June 23, 2002. Catcher Joe Girardi had to make the biggest announcement of his baseball career, at 2:37 PM, as he addressed the fans waiting for the game to begin between the visiting St. Louis Cardinals and the hometown Chicago Cubs.
I thank you for your patience. We regret to inform you because of a tragedy in the Cardinal family, the commissioner has canceled the game today. Please be respectful. You will find out eventually what has happened, and I ask that you say a prayer for the St. Louis Cardinals’ family.

Darryl Kile had died of a heart attack at the age of 33. He wasn’t supposed to go at such a young age. Not even having a chance to say goodbye to his wife and kids. It was only days before he died tragically at a young age that he spoke to MLB.com about Father’s Day and what it meant for him to become a father.

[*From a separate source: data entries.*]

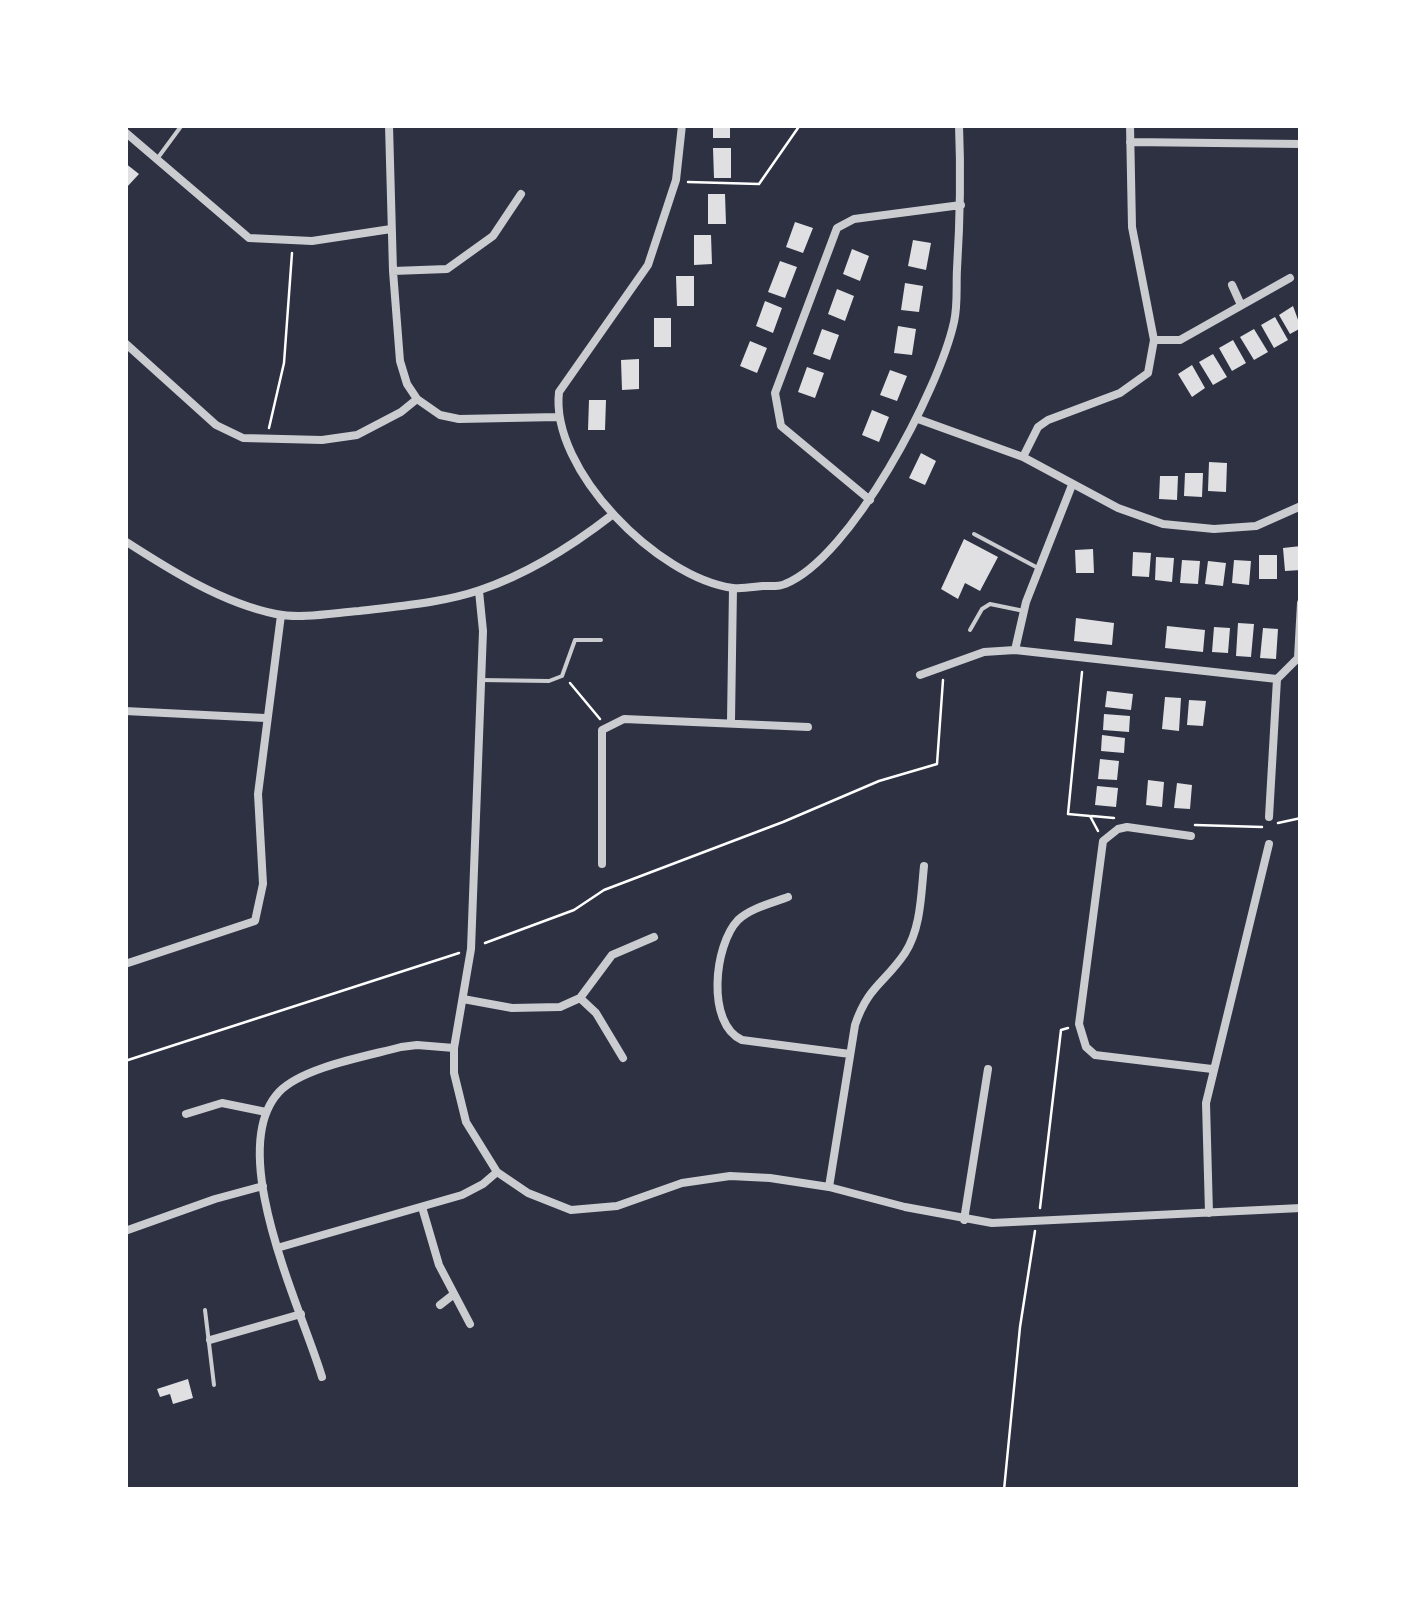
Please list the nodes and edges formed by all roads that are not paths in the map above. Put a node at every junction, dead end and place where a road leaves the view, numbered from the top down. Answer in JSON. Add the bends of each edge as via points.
{"nodes":[{"id":1,"x":182,"y":125,"type":"edge"},
{"id":2,"x":389,"y":125,"type":"edge"},
{"id":3,"x":682,"y":125,"type":"edge"},
{"id":4,"x":959,"y":125,"type":"edge"},
{"id":5,"x":1130,"y":125,"type":"edge"},
{"id":6,"x":125,"y":132,"type":"edge"},
{"id":7,"x":1130,"y":142,"type":"junction"},
{"id":8,"x":1301,"y":144,"type":"edge"},
{"id":9,"x":157,"y":160,"type":"junction"},
{"id":10,"x":521,"y":194,"type":"dead end"},
{"id":11,"x":962,"y":205,"type":"junction"},
{"id":12,"x":391,"y":230,"type":"junction"},
{"id":13,"x":393,"y":272,"type":"junction"},
{"id":14,"x":1290,"y":278,"type":"dead end"},
{"id":15,"x":1232,"y":285,"type":"dead end"},
{"id":16,"x":1241,"y":305,"type":"junction"},
{"id":17,"x":1154,"y":340,"type":"junction"},
{"id":18,"x":125,"y":343,"type":"edge"},
{"id":19,"x":417,"y":399,"type":"junction"},
{"id":20,"x":558,"y":417,"type":"junction"},
{"id":21,"x":918,"y":419,"type":"junction"},
{"id":22,"x":1023,"y":457,"type":"junction"},
{"id":23,"x":1072,"y":485,"type":"junction"},
{"id":24,"x":870,"y":500,"type":"junction"},
{"id":25,"x":1301,"y":506,"type":"edge"},
{"id":26,"x":612,"y":515,"type":"junction"},
{"id":27,"x":974,"y":534,"type":"dead end"},
{"id":28,"x":125,"y":541,"type":"edge"},
{"id":29,"x":1038,"y":568,"type":"junction"},
{"id":30,"x":733,"y":588,"type":"junction"},
{"id":31,"x":479,"y":591,"type":"junction"},
{"id":32,"x":1301,"y":603,"type":"edge"},
{"id":33,"x":1024,"y":611,"type":"junction"},
{"id":34,"x":281,"y":615,"type":"junction"},
{"id":35,"x":970,"y":630,"type":"dead end"},
{"id":36,"x":601,"y":640,"type":"dead end"},
{"id":37,"x":1016,"y":650,"type":"junction"},
{"id":38,"x":920,"y":675,"type":"dead end"},
{"id":39,"x":1277,"y":679,"type":"junction"},
{"id":40,"x":480,"y":680,"type":"junction"},
{"id":41,"x":125,"y":711,"type":"edge"},
{"id":42,"x":265,"y":718,"type":"junction"},
{"id":43,"x":731,"y":721,"type":"junction"},
{"id":44,"x":808,"y":727,"type":"dead end"},
{"id":45,"x":1270,"y":817,"type":"road end"},
{"id":46,"x":1191,"y":836,"type":"road end"},
{"id":47,"x":1268,"y":844,"type":"dead end"},
{"id":48,"x":602,"y":864,"type":"road end"},
{"id":49,"x":924,"y":866,"type":"dead end"},
{"id":50,"x":788,"y":897,"type":"dead end"},
{"id":51,"x":654,"y":938,"type":"dead end"},
{"id":52,"x":125,"y":964,"type":"edge"},
{"id":53,"x":463,"y":998,"type":"junction"},
{"id":54,"x":580,"y":998,"type":"junction"},
{"id":55,"x":454,"y":1048,"type":"junction"},
{"id":56,"x":850,"y":1054,"type":"junction"},
{"id":57,"x":623,"y":1058,"type":"dead end"},
{"id":58,"x":1212,"y":1069,"type":"junction"},
{"id":59,"x":988,"y":1070,"type":"dead end"},
{"id":60,"x":266,"y":1112,"type":"junction"},
{"id":61,"x":186,"y":1114,"type":"dead end"},
{"id":62,"x":496,"y":1172,"type":"junction"},
{"id":63,"x":263,"y":1186,"type":"junction"},
{"id":64,"x":828,"y":1186,"type":"junction"},
{"id":65,"x":422,"y":1207,"type":"junction"},
{"id":66,"x":1301,"y":1208,"type":"edge"},
{"id":67,"x":1209,"y":1213,"type":"junction"},
{"id":68,"x":964,"y":1220,"type":"junction"},
{"id":69,"x":125,"y":1232,"type":"edge"},
{"id":70,"x":277,"y":1248,"type":"junction"},
{"id":71,"x":454,"y":1294,"type":"junction"},
{"id":72,"x":440,"y":1305,"type":"dead end"},
{"id":73,"x":204,"y":1310,"type":"dead end"},
{"id":74,"x":301,"y":1314,"type":"junction"},
{"id":75,"x":470,"y":1324,"type":"dead end"},
{"id":76,"x":210,"y":1340,"type":"junction"},
{"id":77,"x":322,"y":1377,"type":"dead end"},
{"id":78,"x":214,"y":1384,"type":"dead end"}],
"edges":[{"from":1,"to":9,"type":"lane"},
{"from":2,"to":12,"type":"street"},
{"from":3,"to":20,"type":"street","via":[[676,180],[648,265],[559,392]]},
{"from":4,"to":11,"type":"street"},
{"from":5,"to":7,"type":"street"},
{"from":6,"to":9,"type":"street"},
{"from":7,"to":8,"type":"street"},
{"from":7,"to":17,"type":"street","via":[[1132,227]]},
{"from":9,"to":12,"type":"street","via":[[248,238],[312,240]]},
{"from":10,"to":13,"type":"street","via":[[493,236],[447,269]]},
{"from":11,"to":21,"type":"street","via":[[954,322]]},
{"from":11,"to":24,"type":"street","via":[[838,228],[775,393],[781,426]]},
{"from":12,"to":13,"type":"street"},
{"from":13,"to":19,"type":"street","via":[[400,361]]},
{"from":14,"to":16,"type":"street"},
{"from":15,"to":16,"type":"street"},
{"from":16,"to":17,"type":"street","via":[[1180,340]]},
{"from":17,"to":22,"type":"street","via":[[1148,373],[1120,393],[1048,420]]},
{"from":18,"to":19,"type":"street","via":[[216,425],[244,438],[358,434]]},
{"from":19,"to":20,"type":"street","via":[[440,416],[459,419]]},
{"from":20,"to":26,"type":"street","via":[[571,452]]},
{"from":21,"to":22,"type":"street"},
{"from":21,"to":24,"type":"street"},
{"from":22,"to":23,"type":"street"},
{"from":23,"to":25,"type":"street","via":[[1163,524],[1256,526]]},
{"from":23,"to":29,"type":"street"},
{"from":24,"to":30,"type":"street","via":[[821,560],[784,585]]},
{"from":26,"to":30,"type":"street","via":[[694,576]]},
{"from":26,"to":31,"type":"street","via":[[572,546]]},
{"from":27,"to":29,"type":"lane"},
{"from":28,"to":34,"type":"street","via":[[172,571]]},
{"from":29,"to":33,"type":"street"},
{"from":30,"to":43,"type":"street"},
{"from":31,"to":34,"type":"street","via":[[407,606]]},
{"from":31,"to":40,"type":"street"},
{"from":32,"to":39,"type":"street","via":[[1298,658]]},
{"from":33,"to":35,"type":"lane","via":[[990,604]]},
{"from":33,"to":37,"type":"street"},
{"from":34,"to":42,"type":"street"},
{"from":36,"to":40,"type":"lane","via":[[575,640],[562,674],[549,681]]},
{"from":37,"to":38,"type":"street","via":[[984,652]]},
{"from":37,"to":39,"type":"street"},
{"from":39,"to":45,"type":"street"},
{"from":40,"to":53,"type":"street","via":[[472,949]]},
{"from":41,"to":42,"type":"street"},
{"from":42,"to":52,"type":"street","via":[[258,794],[263,884],[255,920]]},
{"from":43,"to":44,"type":"street"},
{"from":43,"to":48,"type":"street","via":[[624,720],[602,730]]},
{"from":46,"to":58,"type":"street","via":[[1126,827],[1103,841],[1079,1024],[1095,1055]]},
{"from":47,"to":58,"type":"street"},
{"from":49,"to":56,"type":"street","via":[[912,939],[860,1009]]},
{"from":50,"to":56,"type":"street","via":[[742,916],[724,942],[718,1004],[724,1026],[742,1040]]},
{"from":51,"to":54,"type":"street","via":[[612,954]]},
{"from":53,"to":54,"type":"street","via":[[536,1010]]},
{"from":53,"to":55,"type":"street"},
{"from":54,"to":57,"type":"street"},
{"from":55,"to":60,"type":"street","via":[[400,1047],[296,1079]]},
{"from":55,"to":62,"type":"street","via":[[456,1094]]},
{"from":56,"to":64,"type":"street"},
{"from":58,"to":67,"type":"street"},
{"from":59,"to":68,"type":"street"},
{"from":60,"to":61,"type":"street","via":[[222,1103]]},
{"from":60,"to":63,"type":"street"},
{"from":62,"to":64,"type":"street","via":[[571,1210],[617,1206],[708,1178]]},
{"from":62,"to":65,"type":"street","via":[[476,1189]]},
{"from":63,"to":69,"type":"street"},
{"from":63,"to":70,"type":"street"},
{"from":64,"to":68,"type":"street"},
{"from":65,"to":70,"type":"street"},
{"from":65,"to":71,"type":"street"},
{"from":66,"to":67,"type":"street"},
{"from":67,"to":68,"type":"street"},
{"from":70,"to":74,"type":"street"},
{"from":71,"to":72,"type":"street"},
{"from":71,"to":75,"type":"street"},
{"from":73,"to":76,"type":"lane"},
{"from":74,"to":76,"type":"street"},
{"from":74,"to":77,"type":"street"},
{"from":76,"to":78,"type":"lane"}]}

Kile was the staff ace for a pitching rotation that consisted of the likes of Matt Morris, Woody Williams, etc.

As well know by now, the Cardinals played the next day but it was not the same. It would not be for the rest of the season. Sadness surrounded the dugout. Mike Matheny, then a catcher and now a manager for the Cardinals, elected not to play. I don’t blame him. I would have reacted the same way.

Looking back on it, it is ironic that in the days that followed DK57’s death, the Cardinals would win 57 games. Sadly, the Cardinals would lose in the 2002 NLCS to San Francisco Giants.

Ten years later, both are still missed, especially during one week of the entire season as fans pay tribute.